“S.O.S. The container has arrived: I do not know where to begin, PLEASE HELP ME!”, Cecilia told me on the phone. I immediately took some days off and left for Botswana.

We spent entire days busy with matching up shoes and dividing clothes according to size and weight. All this took place in the dust, in a hot sunny day (average temperatures were around 104-107°F), with low blood pressure and clouds of insects all around. The children looked around now and then, excited and bursting with curiosity; I communicated with them by smiling or with simple gestures.

It took us three days for the distribution of summer clothing, a pair of shoes and two pairs of children underwear. The children arrived in couples, carrying a card with their uncommon names and their gender, since it is hard to distinguish a boy from a girl as their heads have been shaved. I write their names on a bag, where I put the shoes I have chosen while Cecilia gives them the clothes that in most cases have been selected by the kids themselves. Often the kids need a bath and therefore they are sent to Felicia, as she is in charge for the children’s health and hygiene.

I felt unforgettable emotions, like the day when Cecilia discovered that K. was finally back.
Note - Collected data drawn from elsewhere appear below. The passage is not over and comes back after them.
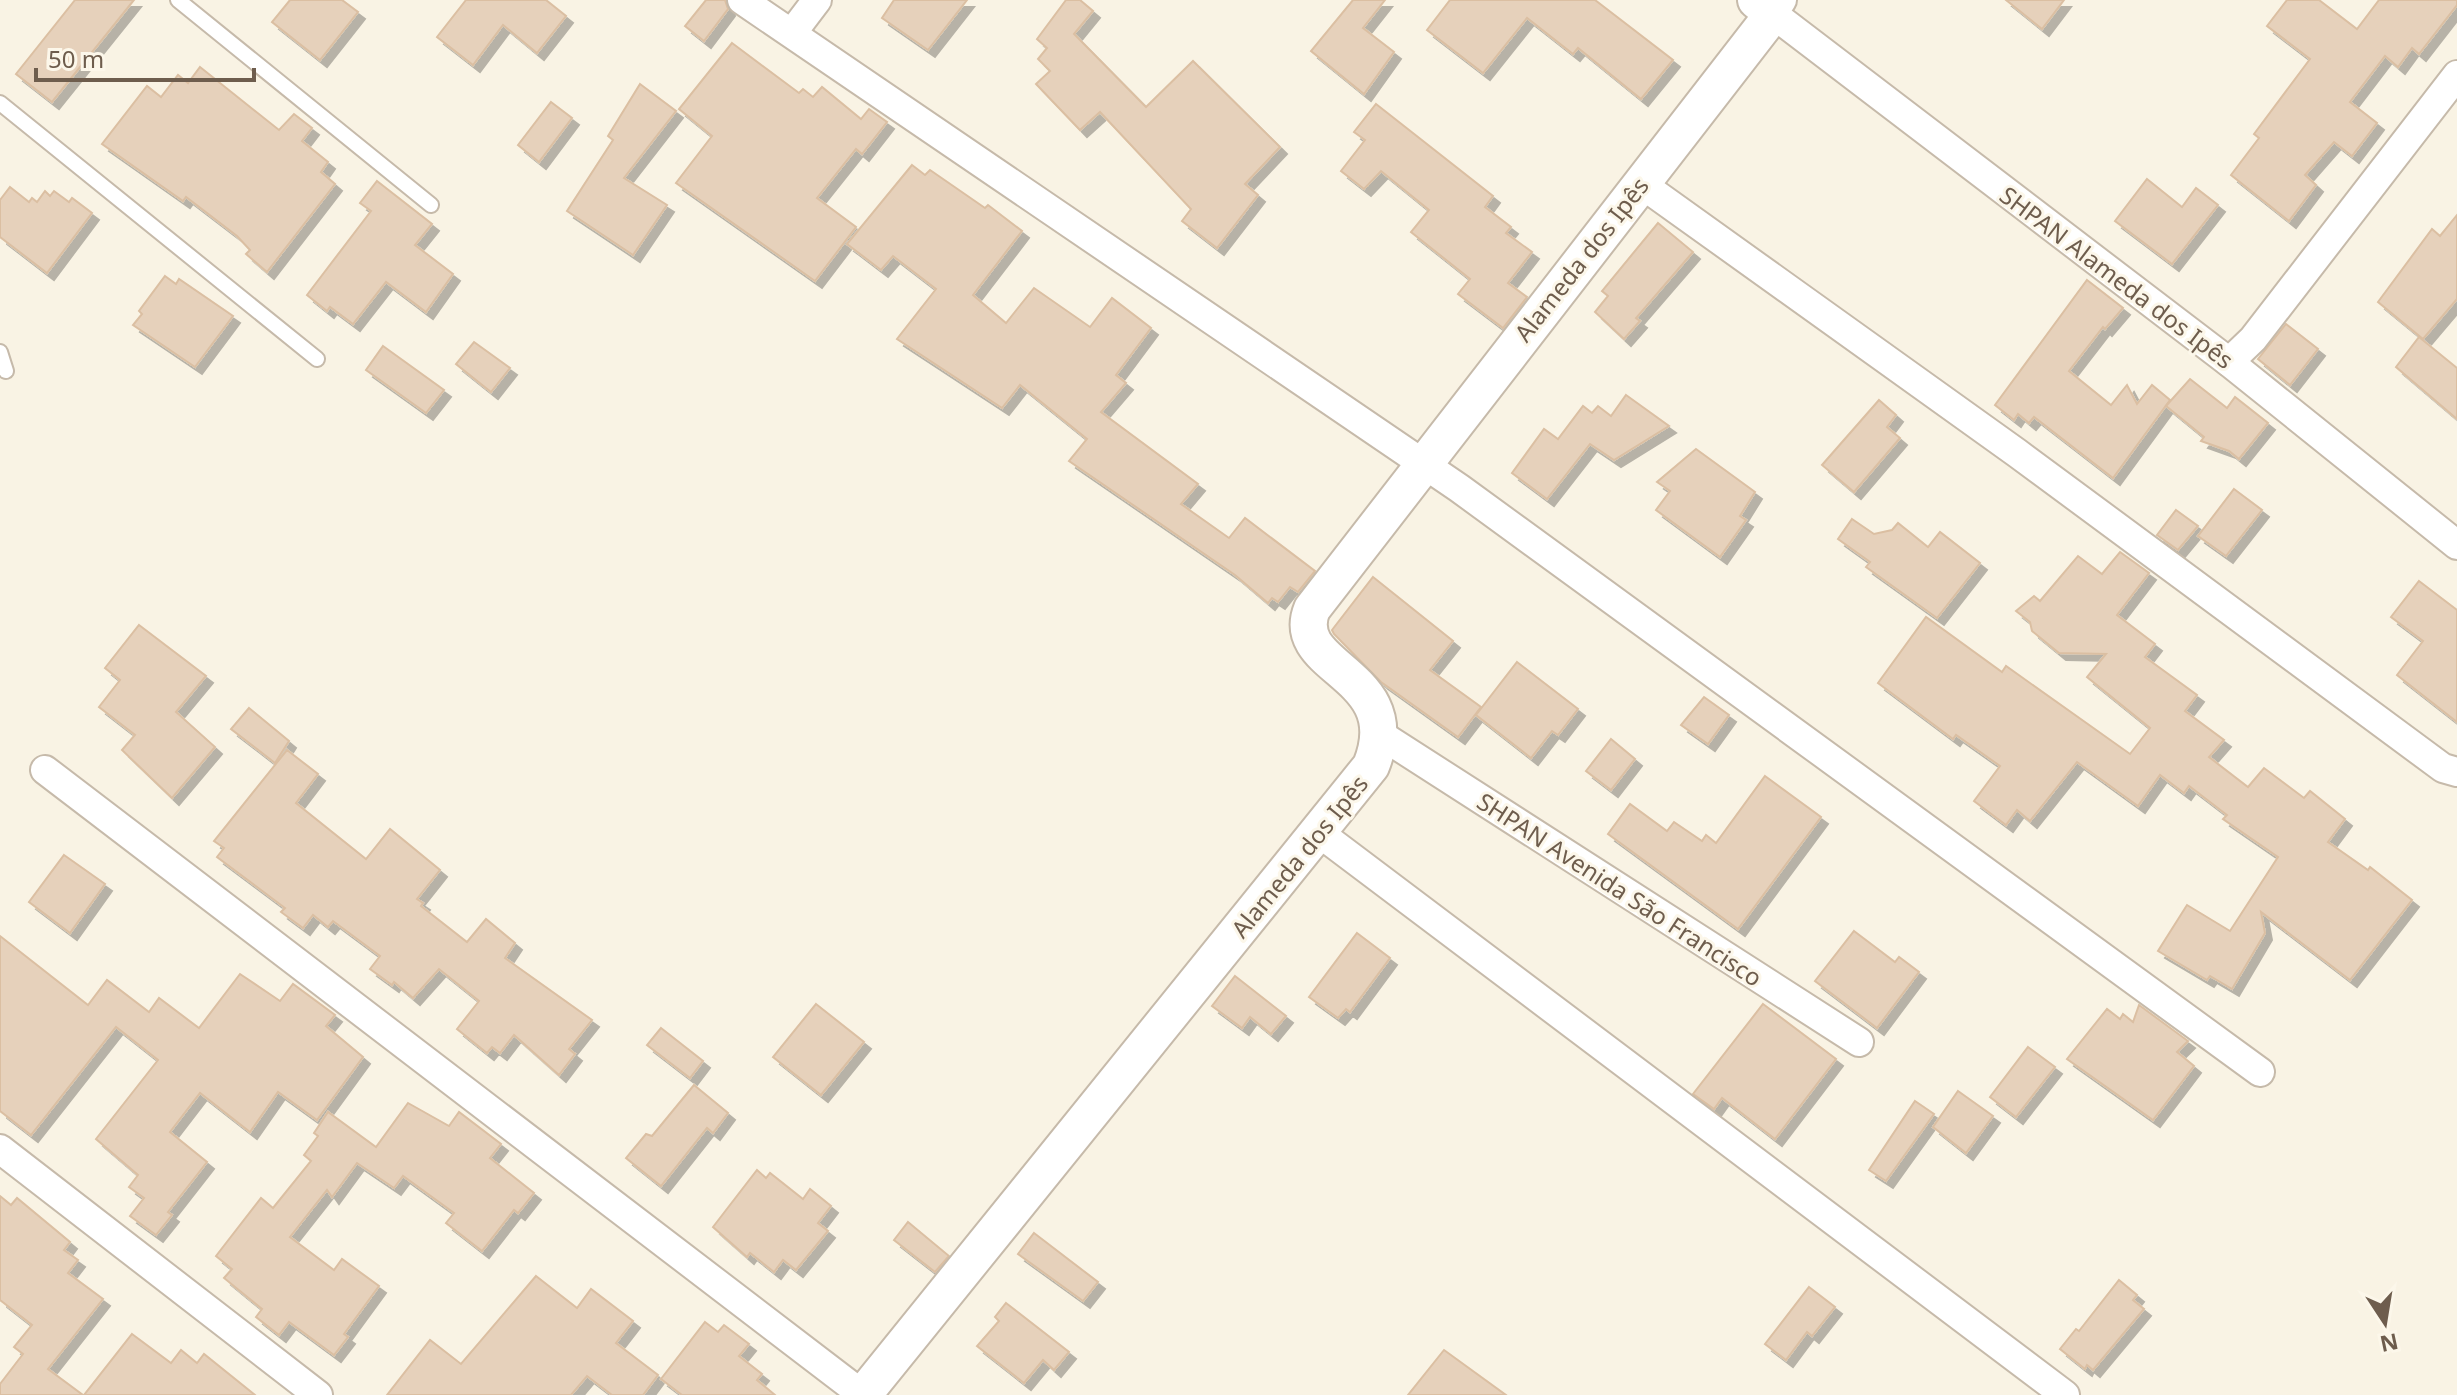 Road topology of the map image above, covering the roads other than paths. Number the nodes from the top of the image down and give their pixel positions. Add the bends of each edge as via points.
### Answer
1 (178, 0) edge
2 (742, 0) edge
3 (817, 0) edge
4 (1770, 5) edge
5 (792, 33) junction
6 (2457, 75) edge
7 (2, 109) edge
8 (1640, 183) junction
9 (431, 205) dead end
10 (0, 352) edge
11 (317, 359) dead end
12 (2229, 362) junction
13 (6, 371) dead end
14 (1423, 465) junction
15 (2457, 545) edge
16 (1381, 735) junction
17 (45, 770) dead end
18 (2457, 772) edge
19 (1318, 832) junction
20 (1859, 1042) dead end
21 (2260, 1072) dead end
22 (0, 1149) edge
23 (318, 1395) edge
24 (863, 1395) edge
25 (2065, 1395) edge

1 - 9 lane
2 - 5 street
3 - 5 street
4 - 8 street, Alameda dos Ipês
4 - 12 street, SHPAN Alameda dos Ipês
5 - 14 street
6 - 12 street via 2253,339
7 - 11 lane
8 - 14 street, Alameda dos Ipês
8 - 18 street via 2443,768
10 - 13 lane
12 - 15 street, SHPAN Alameda dos Ipês
14 - 16 street, Alameda dos Ipês via 1308,618 1314,645 1374,704
14 - 21 street
16 - 19 street, Alameda dos Ipês via 1371,766
16 - 20 street, SHPAN Avenida São Francisco
17 - 24 street
19 - 24 street, Alameda dos Ipês
19 - 25 street
22 - 23 street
K. is a little girl who had not come to the Home for a long time and who will start attending elementary school next January. She looked like a sad stranded puppy; she was dirty, with her shaved head covered with scabs and wearing a pair of worn-out, branded shoes that had been given to her a year back.
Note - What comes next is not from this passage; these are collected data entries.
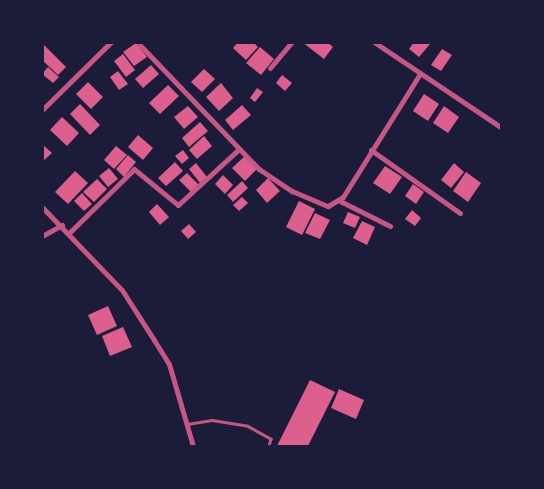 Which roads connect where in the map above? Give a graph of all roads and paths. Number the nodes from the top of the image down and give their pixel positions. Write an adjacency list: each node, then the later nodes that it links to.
1 (111, 42): 7 (street)
2 (137, 42): 9 (street)
3 (292, 42): 5 (street)
4 (374, 42): 6 (street)
5 (270, 68)
6 (420, 74): 8 (street); 10 (street)
7 (42, 110)
8 (502, 128)
9 (239, 150): 11 (street); 16 (street)
10 (371, 150): 11 (street); 13 (street)
11 (340, 201): 15 (street)
12 (42, 207): 14 (street)
13 (460, 213)
14 (62, 225): 16 (street); 17 (street)
15 (390, 226)
16 (70, 232): 18 (street)
17 (42, 236)
18 (187, 424): 19 (street); 20 (lane)
19 (193, 446)
20 (269, 446)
For days, under the burning sun, I heard the children sing a Christmas Carol, to emphasise that special atmosphere which precedes the Christmas party. We wrapped 100 gifts with the wrapping paper that I had brought from Italy in my suitcase and that had been donated by a close friend owning a typography. Of course the gifts were all donations or second-hands. The party was a success! The children were all clean and happy, wearing their new clothes. The parents, mostly women, arrived in the morning in coloured apparels. The most beautiful women were the Hereros, wearing long dresses and multi-layer skirts flapping around when they moved, together with their traditional, funny-looking headgears whose top looks like a set of horns. The children performed a typical San dance, during which the mums participated with a few moves of their own. The teachers wanted to represent the characters of the crib: a girl was Holy Mary, with a black doll in her arms, while a little child suffering from health problems (but always smiling) played Saint Joseph. Other children were angels, animals of the bush, butterflies…it was a Kalahari-style Christmas crib. This great day of joy ended by serving some refreshments.